久利町には松代鉱山がありました。五十猛町には石見鉱山があり、こちらは現在もゼオライト鉱山として採掘が続いています。石見鉱山は、昔は石こうを採った鉱山で、一時期、黒鉱という鉱石を産出していました。黒鉱は、銅や鉛、亜鉛、金、銀など様々な成分が混じり合った鉱石で、黒い色をしていることからその名が付けられました。広がりつつあった日本海の海底でできたもので、世界でも日本列島にしかない特殊な鉱石です。黒鉱は、海底に噴出した熱水に含まれていた銅などの成分が沈殿してできたものです。黒鉱のまわりには石こうが沈殿しました。黒鉱と石こうはセットでできたのです。

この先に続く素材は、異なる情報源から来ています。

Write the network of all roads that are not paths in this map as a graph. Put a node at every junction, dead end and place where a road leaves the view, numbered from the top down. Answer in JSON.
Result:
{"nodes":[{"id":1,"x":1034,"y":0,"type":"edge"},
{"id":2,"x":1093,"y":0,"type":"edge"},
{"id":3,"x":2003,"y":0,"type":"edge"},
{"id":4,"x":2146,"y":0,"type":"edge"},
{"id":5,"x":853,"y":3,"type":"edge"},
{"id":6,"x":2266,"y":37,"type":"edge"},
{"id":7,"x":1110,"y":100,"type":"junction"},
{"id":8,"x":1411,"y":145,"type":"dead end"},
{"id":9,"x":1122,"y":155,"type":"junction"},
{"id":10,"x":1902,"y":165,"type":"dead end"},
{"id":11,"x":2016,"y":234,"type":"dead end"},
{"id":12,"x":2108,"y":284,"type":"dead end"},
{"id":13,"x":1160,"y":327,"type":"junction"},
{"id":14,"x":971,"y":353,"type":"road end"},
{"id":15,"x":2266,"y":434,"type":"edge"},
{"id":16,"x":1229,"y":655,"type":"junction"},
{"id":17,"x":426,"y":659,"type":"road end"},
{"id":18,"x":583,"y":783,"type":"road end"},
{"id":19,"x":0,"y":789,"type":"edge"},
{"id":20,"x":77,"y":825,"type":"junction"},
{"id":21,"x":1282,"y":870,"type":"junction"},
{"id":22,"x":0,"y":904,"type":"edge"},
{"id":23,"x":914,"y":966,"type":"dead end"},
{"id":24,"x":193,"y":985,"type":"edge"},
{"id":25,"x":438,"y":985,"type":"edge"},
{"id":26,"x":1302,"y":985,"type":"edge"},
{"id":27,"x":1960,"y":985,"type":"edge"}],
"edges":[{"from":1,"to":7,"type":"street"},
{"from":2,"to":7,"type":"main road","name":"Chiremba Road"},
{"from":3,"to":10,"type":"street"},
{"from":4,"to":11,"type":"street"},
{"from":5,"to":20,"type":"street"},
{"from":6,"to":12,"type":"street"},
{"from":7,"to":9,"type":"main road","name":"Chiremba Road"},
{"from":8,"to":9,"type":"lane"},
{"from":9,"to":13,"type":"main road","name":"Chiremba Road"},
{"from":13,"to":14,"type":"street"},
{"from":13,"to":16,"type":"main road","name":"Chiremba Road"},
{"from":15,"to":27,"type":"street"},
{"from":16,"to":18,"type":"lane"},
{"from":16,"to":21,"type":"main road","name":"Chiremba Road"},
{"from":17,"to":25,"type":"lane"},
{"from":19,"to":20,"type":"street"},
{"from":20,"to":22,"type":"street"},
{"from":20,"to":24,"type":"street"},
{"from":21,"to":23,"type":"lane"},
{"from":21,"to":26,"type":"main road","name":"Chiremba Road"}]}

黒鉱は、現代の日本の鉱山技術とも関わり深いものです。様々な成分が混じった黒鉱から銅、鉛、亜鉛、金、銀を選り分ける作業はとても難しい技術です。そのため、江戸時代までは黒鉱は使い物にならない石でした。明治時代以降の技術の進歩とともに黒鉱から金属を取り出すことができるようになりました。その技術は、現在ではコンピューターなどの廃棄物から、金などの希少な金属を取り出す技術に応用されています。日本列島にしかない黒鉱から金属を取り出すために開発した技術のおかげで、現在の日本は「都市鉱山」とも呼ばれる廃棄物を再利用する技術で世界をリードしています。なかでも、この技術に優れているのはDOWAホールディングスという会社です。この会社は、明治時代に石見銀山を再開発した「藤田組」がルーツです。
現在、石見鉱山で採掘されているゼオライトは、火山灰が熱水の作用で変質したものです。ゼオライトは日本語では沸石と呼ばれ、目には見えない小さな穴をたくさん持った鉱物です。その穴に、ガスの成分などを取り込む働きがあり、臭いを吸収する脱臭剤などに応用されるほか、土壌改良剤などに幅広く使われています。福島の原発事故では、地下水に広がった放射性物質を回収するためにゼオライトが使われ、石見鉱山からも福島へ送られています。
このように大田市には私たちの暮らしに関わり深い鉱物を産出した鉱山がいくつもあります。石見銀山の陰に隠れていますが、鬼村鉱山は日本の近代化を支えた石こう鉱山としてもっと注目されるべき存在と言えるでしょう。